Lester Engineering %

Total: 100%.”

Instead, the court submitted the verdict form suggested by Outboard, which read:

Outboard Marine Corporation _%

Mutual Maintenance Company _%

Trial courts have discretion to decide which jury instructions to deliver. Gaines v. Townsend, 244 Ill. App. 3d 569, 576, 613 N.E.2d 796 (1993). We will grant a new trial only where a party shows it suffered serious prejudice to its right to a fair trial due to the court’s failure to give a tendered jury instruction. Gaines, 244 Ill. App. 3d at 576.

Both parties accurately state the axiom that, "[w]henever available, the [Illinois Pattern Jury Instruction] should be given, unless the court determines that it does not accurately state the law.” Harnischfeger Corp. v. Gleason Crane Rentals, Inc., 223 Ill. App. 3d 444, 465, 585 N.E.2d 166 (1991). The pattern instruction applicable here is Illinois Pattern Jury Instructions, Civil, No. 600.16 (3d ed. 1993) (hereinafter IPI Civil 3d), which reads:

"Verdict Form — Apportionment of Responsibility — Contribution Following Settlement:

We, the jury, apportion responsibility as follows:

name of contribution plaintiff .%

name of first contribution defendant .%

name of second contribution defendant %

_ _% name or describe non-party

_

TOTAL 100%

If you find that any person or entity was [not negligent] [not at fault] in a way that proximately caused the injured person’s injury, then you should enter a zero as to that person or persons.”

The "Notes on Use” that follow IPI Civil 3d No. 600.16 state "this verdict form makes provision for determining the fault attributable to non-parties. The trial judge, after verdict, will then have to determine the contribution judgment to be entered.” Illinois Pattern Jury Instructions, Civil, No. 600.16, Notes on Use (3d ed. 1993).

Mutual claims the verdict form selected by the court unjustifiably deviated from the relevant IPI. Mutual asserts the instruction utilized did not accurately conform to the law of contribution embodied in Illinois’ Joint Tortfeasor Contribution Act (the Contribution Act). 740 ILCS 100/0.01 through 5 (West 1992). The Contribution Act provides:

"(a) *** where 2 or more persons are subject to liability in tort arising out of the same injury to person or property, *** there is a right of contribution among them, even though judgment has not been entered against any or all of them.

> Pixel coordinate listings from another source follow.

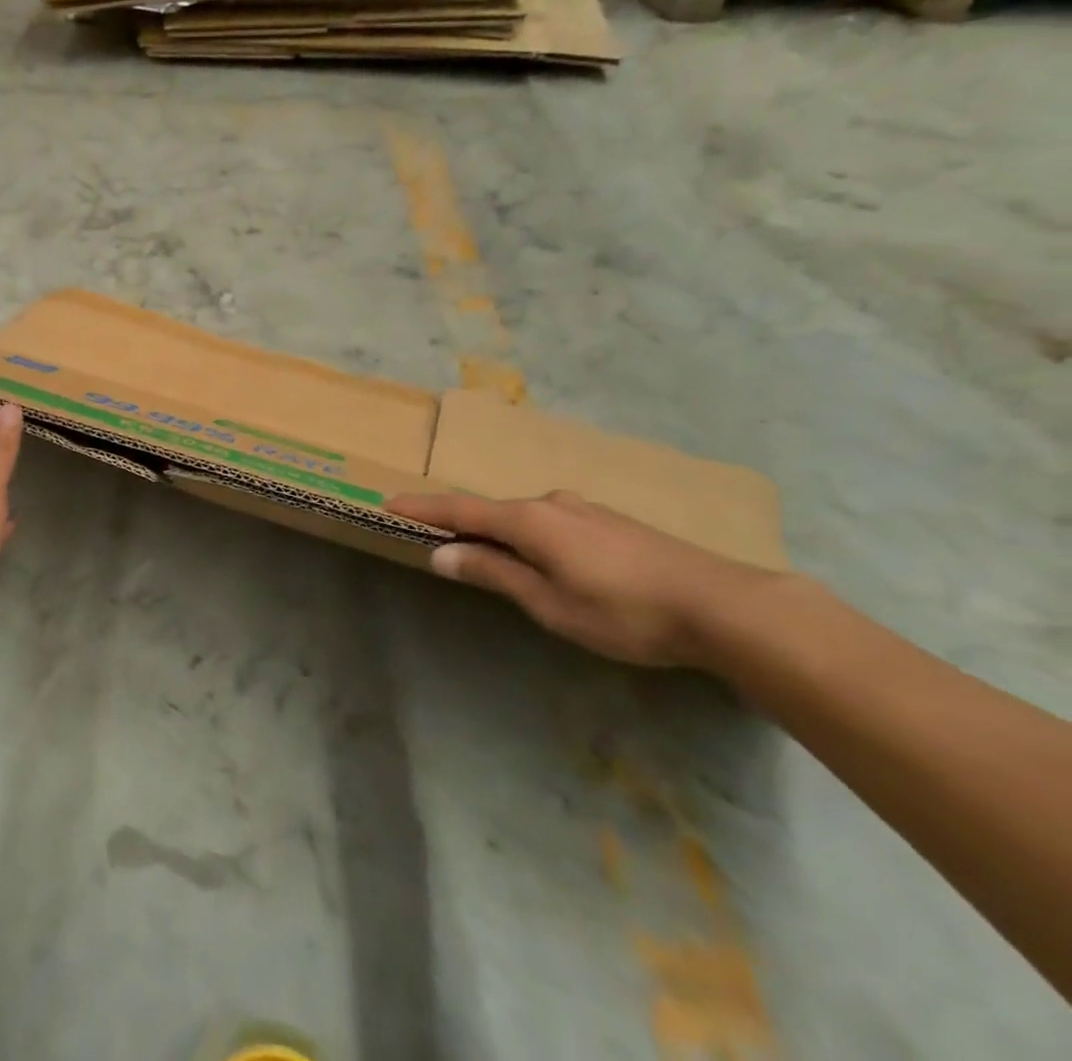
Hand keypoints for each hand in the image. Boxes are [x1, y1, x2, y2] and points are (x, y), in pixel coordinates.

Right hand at [384, 489, 788, 668]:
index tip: (388, 503)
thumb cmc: (625, 612)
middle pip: (493, 510)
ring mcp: (586, 510)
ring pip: (527, 518)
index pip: (460, 508)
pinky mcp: (613, 523)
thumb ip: (494, 573)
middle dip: (463, 523)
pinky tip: (547, 561)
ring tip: (492, 557)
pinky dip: (532, 536)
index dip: (423, 508)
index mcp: (530, 520)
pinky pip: (554, 523)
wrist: (727, 607)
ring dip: (501, 533)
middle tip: (438, 540)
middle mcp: (552, 503)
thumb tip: (442, 553)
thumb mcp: (550, 603)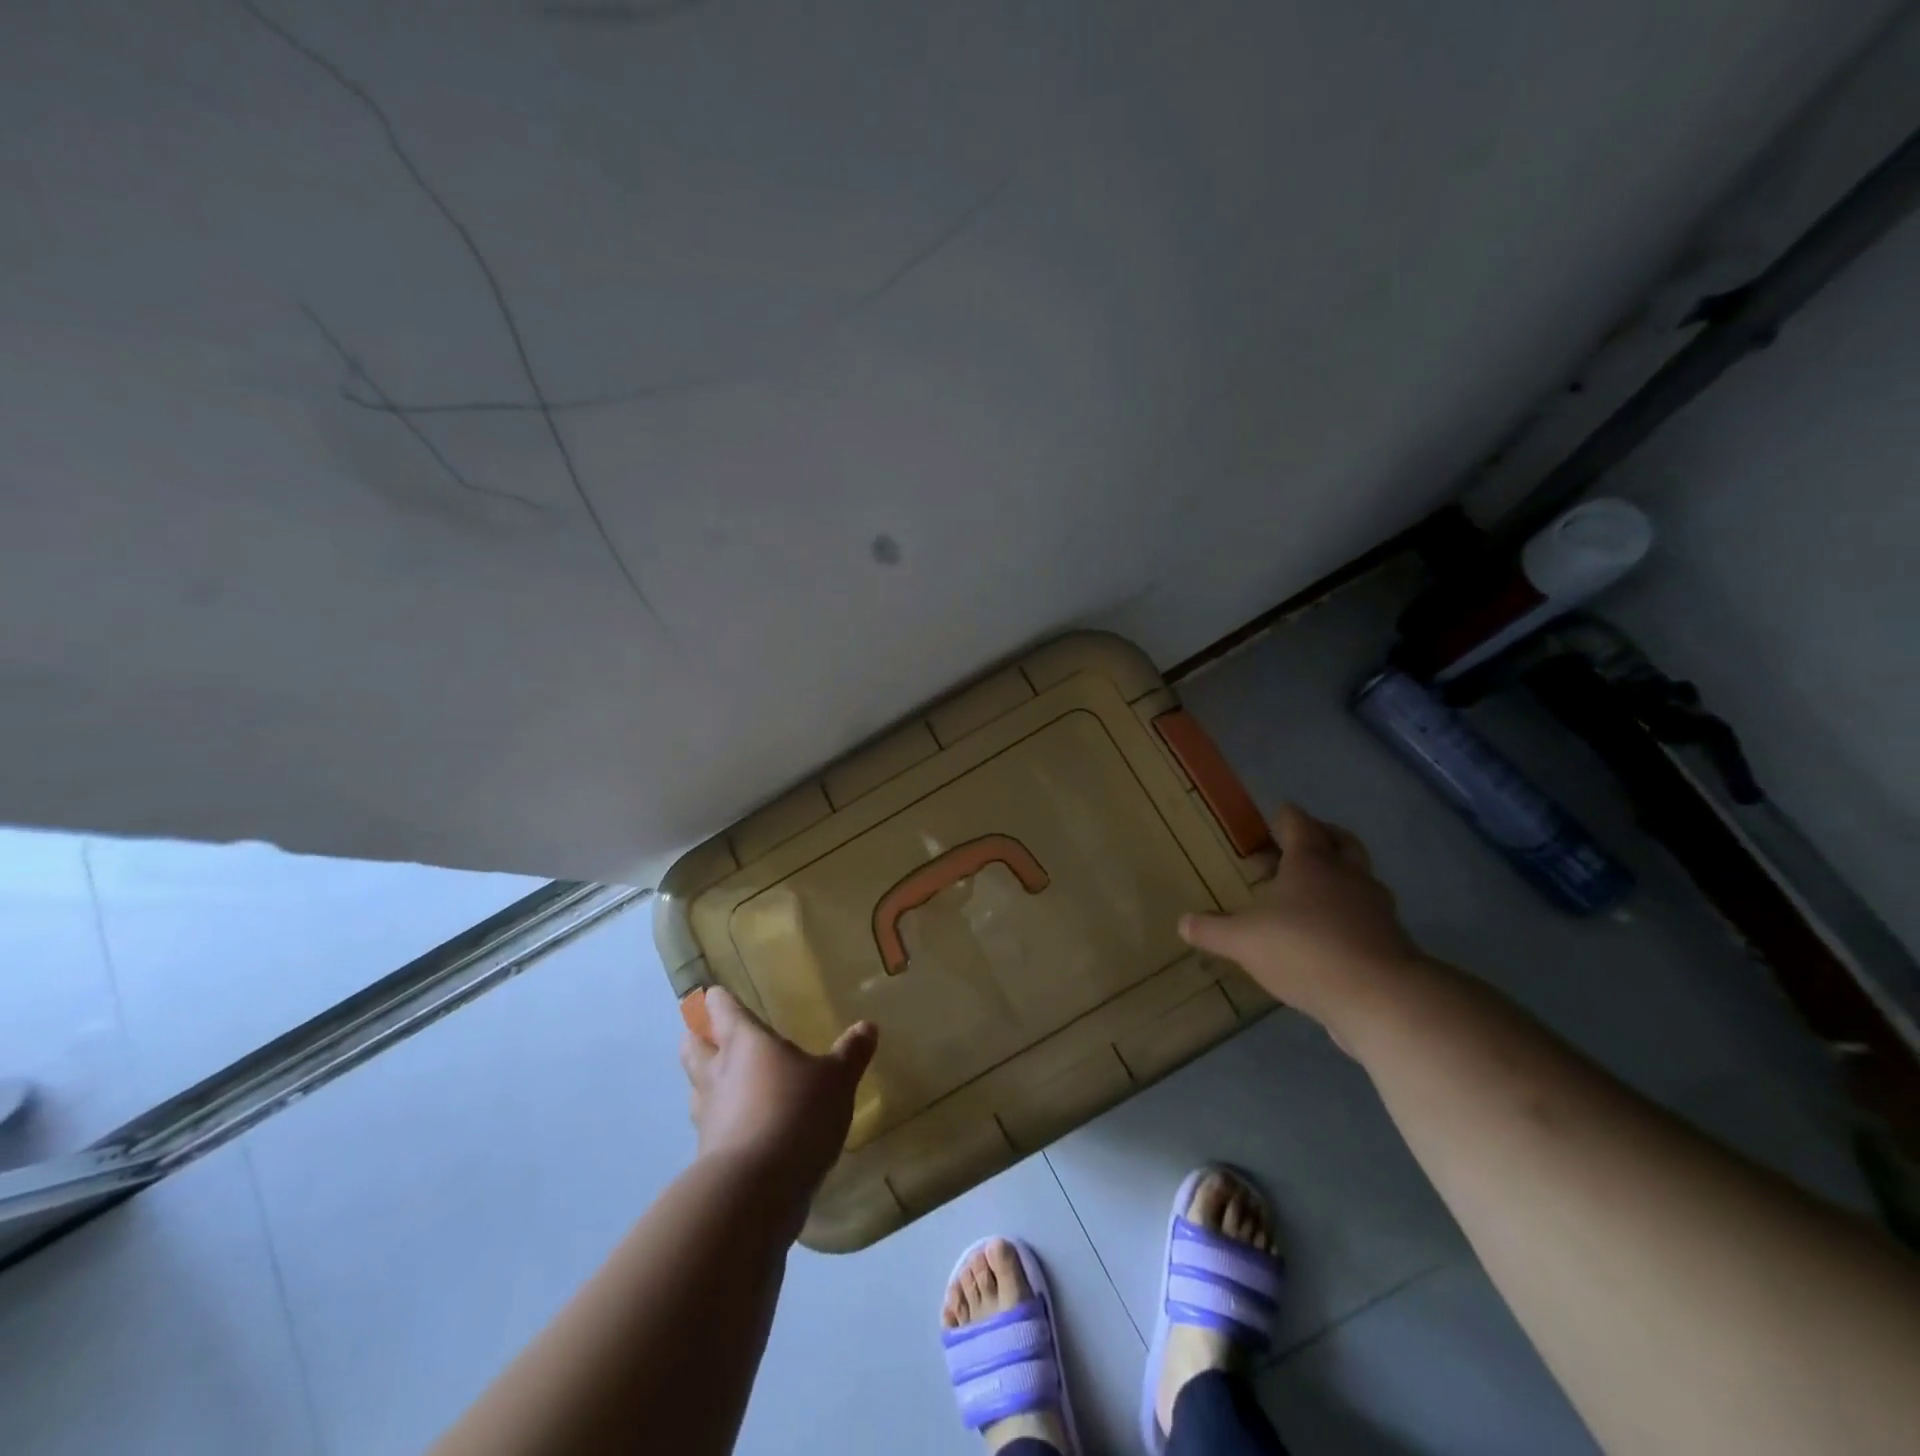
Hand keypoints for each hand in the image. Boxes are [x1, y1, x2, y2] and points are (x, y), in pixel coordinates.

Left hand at [678, 987, 877, 1209]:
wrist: (755, 1192)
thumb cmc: (796, 1113)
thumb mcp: (836, 1080)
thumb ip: (850, 1053)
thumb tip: (868, 1026)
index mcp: (744, 1042)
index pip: (721, 1009)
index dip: (718, 999)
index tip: (715, 994)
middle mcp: (717, 1072)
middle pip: (692, 1045)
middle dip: (698, 1037)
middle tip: (712, 1034)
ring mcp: (708, 1116)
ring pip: (695, 1087)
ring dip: (705, 1081)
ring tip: (727, 1082)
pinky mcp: (708, 1156)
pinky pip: (709, 1127)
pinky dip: (721, 1122)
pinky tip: (743, 1128)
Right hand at [1179, 804, 1425, 1037]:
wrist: (1379, 996)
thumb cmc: (1304, 949)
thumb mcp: (1244, 941)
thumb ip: (1213, 930)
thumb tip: (1183, 922)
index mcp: (1311, 862)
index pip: (1299, 823)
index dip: (1286, 817)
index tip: (1276, 816)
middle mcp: (1347, 875)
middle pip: (1341, 840)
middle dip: (1323, 836)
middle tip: (1301, 845)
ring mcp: (1376, 906)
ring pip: (1360, 877)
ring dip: (1341, 876)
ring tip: (1315, 892)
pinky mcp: (1392, 940)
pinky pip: (1369, 914)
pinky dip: (1352, 914)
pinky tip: (1333, 933)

(b) The right of contribution exists only in favor of a tortfeasor who has paid more than his pro rata share of the common liability, and his total recovery is limited to the amount paid by him in excess of his pro rata share. No tortfeasor is liable to make contribution beyond his own pro rata share of the common liability.” 740 ILCS 100/2 (West 1992).

Although not defined in the Contribution Act, the terms "pro rata” and "common liability” are defined in the introduction to the contribution section of the Illinois Pattern Jury Instructions for Civil Cases. It reads:

" 'Pro rata’ as used in [section 2(b) (740 ILCS 100/2(b) (West 1992))] merely means the percentage share as assessed by the trier of fact. 'Common liability’ [under section 2(b)] means the total sum of the liability of all persons who contributed as a cause to the plaintiff’s injury, no matter how small each share of that liability might be.” Illinois Pattern Jury Instructions, Civil, No. 600.00, at 600 — 8 (3d ed. 1993), citing Ziarko v. Soo Line R.R. Co., 234 Ill. App. 3d 860, 602 N.E.2d 5 (1992), and Mallaney v. Dunaway, 178 Ill. App. 3d 827, 831, 533 N.E.2d 1114 (1988).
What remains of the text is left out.